*** Opening of Provided data ***

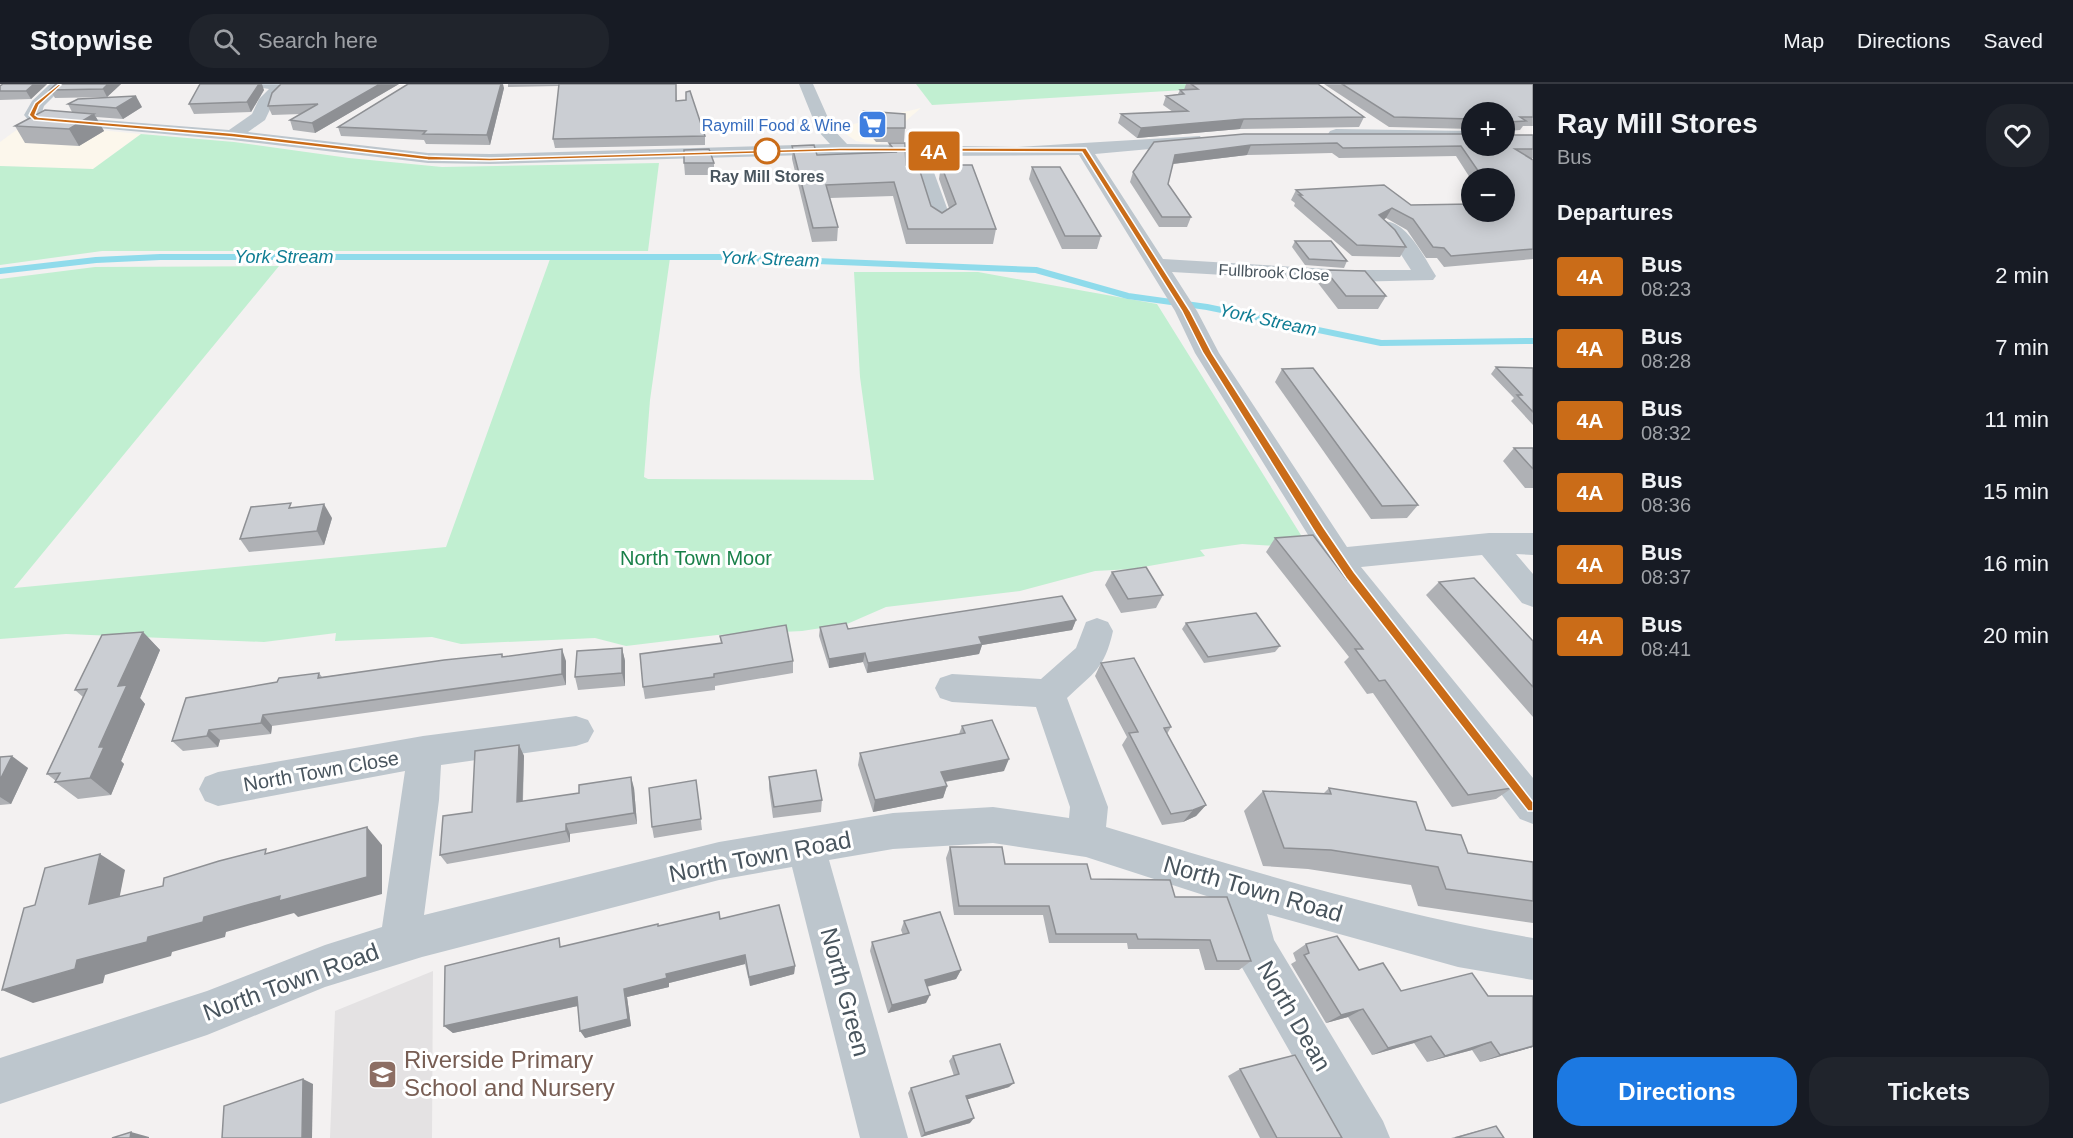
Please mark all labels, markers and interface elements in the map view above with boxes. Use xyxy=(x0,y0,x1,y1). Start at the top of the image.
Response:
search box xyxy=(189,14,609,68)
text: Stopwise xyxy=(30,25,153,56)
icon: search xyxy=(210,25,243,58)
text: Search here xyxy=(258,28,378,53)
text: Map xyxy=(1783,29,1824,52)
text: Directions xyxy=(1857,29,1950,52)
text: Saved xyxy=(1983,29,2043,52)
map controls xyxy=(1461,102,1515,222)
button: + xyxy=(1461,102,1515,156)
button: heart xyxy=(1986,104,2049,167)
text: Ray Mill Stores xyxy=(1557,108,1758,139)
supermarket icon: Raymill Food & Wine xyxy=(856,109,888,141)
place label: Raymill Food & Wine xyxy=(702,117,851,134)
line badge: 4A xyxy=(907,132,961,170)
marker: Ray Mill Stores xyxy=(754,138,780,164)
text: 4A xyxy=(921,140,947,163)
text: Bus xyxy=(1557,146,1591,168)
place label: Ray Mill Stores xyxy=(710,168,824,185)
button: − xyxy=(1461,168,1515,222)
text: Departures xyxy=(1557,200,1673,225)
water label: York Stream xyxy=(234,247,334,267)
water label: York Stream xyxy=(720,247,820,271)
text: Bus xyxy=(1641,252,1683,277)
street label: Fullbrook Close xyxy=(1218,261,1330,284)
text: 2 min xyxy=(1995,263,2049,288)
text: 4A xyxy=(1577,265,1603,288)
text: 08:23 xyxy=(1641,278,1691,300)
water label: York Stream xyxy=(1217,300,1319,340)
text: Bus xyxy=(1641,324,1683,349)
text: 7 min xyxy=(1995,335,2049,360)
text: 4A xyxy=(1577,337,1603,360)
text: 08:28 xyxy=(1641,350,1691,372)
text: Bus xyxy=(1641,396,1683,421)
text: 11 min xyxy=(1985,407,2049,432)
text: 4A xyxy=(1577,409,1603,432)
text: 08:32 xyxy=(1641,422,1691,444)
text: Bus xyxy=(1641,468,1683,493)
text: 15 min xyxy=(1983,479,2049,504)
text: 4A xyxy=(1577,481,1603,504)
text: 08:36 xyxy=(1641,494,1691,516)
text: Bus xyxy=(1641,540,1683,565)
park label: North Town Moor xyxy=(620,547,772,569)
text: 16 min xyxy=(1983,551,2049,576)
text: 4A xyxy=(1577,553,1603,576)
text: 08:37 xyxy=(1641,566,1691,588)
text: Bus xyxy=(1641,612,1683,637)
text: 20 min xyxy=(1983,623,2049,648)
text: 4A xyxy=(1577,625,1603,648)
text: 08:41 xyxy=(1641,638,1691,660)
street label: North Town Close xyxy=(242,746,400,796)
street label: North Town Road xyxy=(667,826,853,887)
street label: North Town Road xyxy=(1161,850,1346,927)
street label: North Green xyxy=(815,925,876,1059)
street label: North Town Road xyxy=(199,937,382,1026)
street label: North Dean xyxy=(1252,956,1337,1076)
place label: Riverside Primary School and Nursery xyxy=(404,1046,615,1101)
button: Directions xyxy=(1557,1057,1797,1126)
button: Tickets xyxy=(1809,1057,2049,1126)
school or university icon: Riverside Primary School and Nursery xyxy=(367,1058,399,1090)

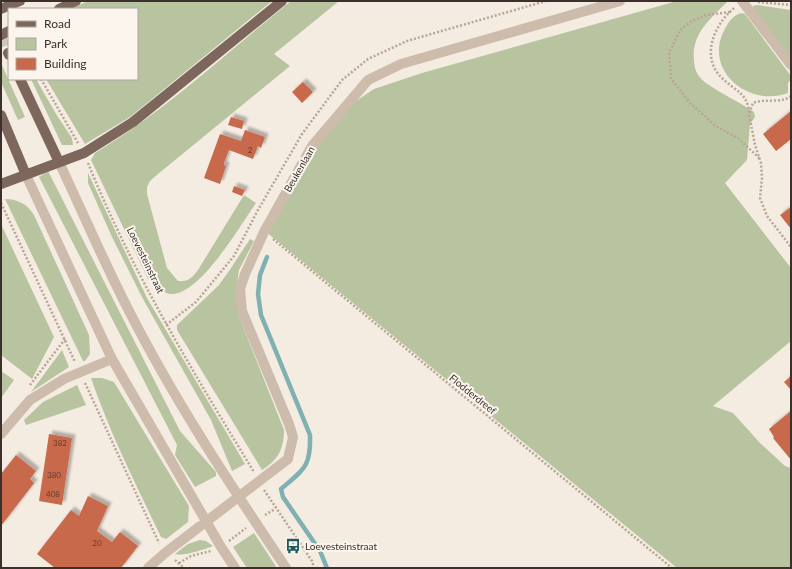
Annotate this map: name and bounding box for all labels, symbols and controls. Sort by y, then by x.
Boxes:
legend [8,8,138,80]
text: Road [44,16,71,31]
text: Park [44,36,68,51]
text: Building [44,56,87,71]
street label: Beukenlaan [281,144,317,194]
house number: 2 [248,145,253,155]
street label: Loevesteinstraat [125,225,167,295]
street label: Flodderdreef [447,372,499,417]
house number: 382 [53,438,67,448]
house number: 380 [47,470,61,480]
house number: 408 [46,489,60,499]
bus stop icon: Loevesteinstraat [284,537,302,555]
house number: 20 [92,538,102,548]
place label: Loevesteinstraat [305,540,377,552]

*** Close of Provided data ***

## The problem
Go through the lines above and write each one out verbatim, skipping the pictures.

## Response area
Please mark all labels, markers and interface elements in the map view above with boxes. Use xyxy=(x0,y0,x1,y1). Start at the top of the image.
Response:
search box xyxy=(189,14,609,68)
text: Stopwise xyxy=(30,25,153,56)
icon: search xyxy=(210,25,243,58)
text: Search here xyxy=(258,28,378,53)
text: Map xyxy=(1783,29,1824,52)
text: Directions xyxy=(1857,29,1950,52)
text: Saved xyxy=(1983,29,2043,52)
map controls xyxy=(1461,102,1515,222)
button: + xyxy=(1461,102,1515,156)
button: heart xyxy=(1986,104,2049,167)
text: Ray Mill Stores xyxy=(1557,108,1758,139)
supermarket icon: Raymill Food & Wine xyxy=(856,109,888,141)
place label: Raymill Food & Wine xyxy=(702,117,851,134)
line badge: 4A xyxy=(907,132,961,170)
marker: Ray Mill Stores xyxy=(754,138,780,164)
text: 4A xyxy=(921,140,947,163)
text: Bus xyxy=(1557,146,1591,168)
place label: Ray Mill Stores xyxy=(710,168,824,185)
button: − xyxy=(1461,168,1515,222)
text: Departures xyxy=(1557,200,1673,225)
water label: York Stream xyxy=(234,247,334,267)
water label: York Stream xyxy=(720,247,820,271)
text: Bus xyxy=(1641,252,1683,277)
street label: Fullbrook Close xyxy=(1218,261,1330,284)
text: 2 min xyxy=(1995,263,2049,288)
text: 4A xyxy=(1577,265,1603,288)
text: 08:23 xyxy=(1641,278,1691,300)
water label: York Stream xyxy=(1217,300,1319,340)
text: Bus xyxy=(1641,324,1683,349)
text: 7 min xyxy=(1995,335,2049,360)
text: 4A xyxy=(1577,337,1603,360)
text: 08:28 xyxy=(1641,350,1691,372)
text: Bus xyxy=(1641,396,1683,421)
text: 11 min xyxy=(1985,407,2049,432)
text: 4A xyxy=(1577,409,1603,432)
text: 08:32 xyxy=(1641,422,1691,444)
text: Bus xyxy=(1641,468,1683,493)
text: 15 min xyxy=(1983,479,2049,504)
text: 4A xyxy=(1577,481,1603,504)
text: 08:36 xyxy=(1641,494,1691,516)
text: Bus xyxy=(1641,540,1683,565)
park label: North Town Moor xyxy=(620,547,772,569)
text: 16 min xyxy=(1983,551,2049,576)
text: 4A xyxy=(1577,553,1603,576)
text: 08:37 xyxy=(1641,566,1691,588)
text: Bus xyxy=(1641,612,1683,637)
text: 20 min xyxy=(1983,623,2049,648)
text: 4A xyxy=(1577,625,1603,648)
text: 08:41 xyxy=(1641,638,1691,660)
street label: North Town Close xyxy=(242,746,400,796)
street label: North Town Road xyxy=(667,826,853,887)
street label: North Town Road xyxy=(1161,850,1346,927)
street label: North Green xyxy=(815,925,876,1059)
street label: North Town Road xyxy=(199,937,382,1026)
street label: North Dean xyxy=(1252,956,1337,1076)
place label: Riverside Primary School and Nursery xyxy=(404,1046,615,1101)
button: Directions xyxy=(1557,1057,1797,1126)
button: Tickets xyxy=(1809,1057,2049,1126)
school or university icon: Riverside Primary School and Nursery xyxy=(367,1058,399,1090)

Annotate this map: name and bounding box for all labels, symbols and controls. Sort by y, then by x.
Boxes:
legend [8,8,138,80]
text: Road [44,16,71,31]
text: Park [44,36,68,51]
text: Building [44,56,87,71]
street label: Beukenlaan [281,144,317,194]
house number: 2 [248,145,253,155]
street label: Loevesteinstraat [125,225,167,295]
street label: Flodderdreef [447,372,499,417]
house number: 382 [53,438,67,448]
house number: 380 [47,470,61,480]
house number: 408 [46,489,60,499]
bus stop icon: Loevesteinstraat [284,537,302,555]
house number: 20 [92,538,102,548]
place label: Loevesteinstraat [305,540,377,552]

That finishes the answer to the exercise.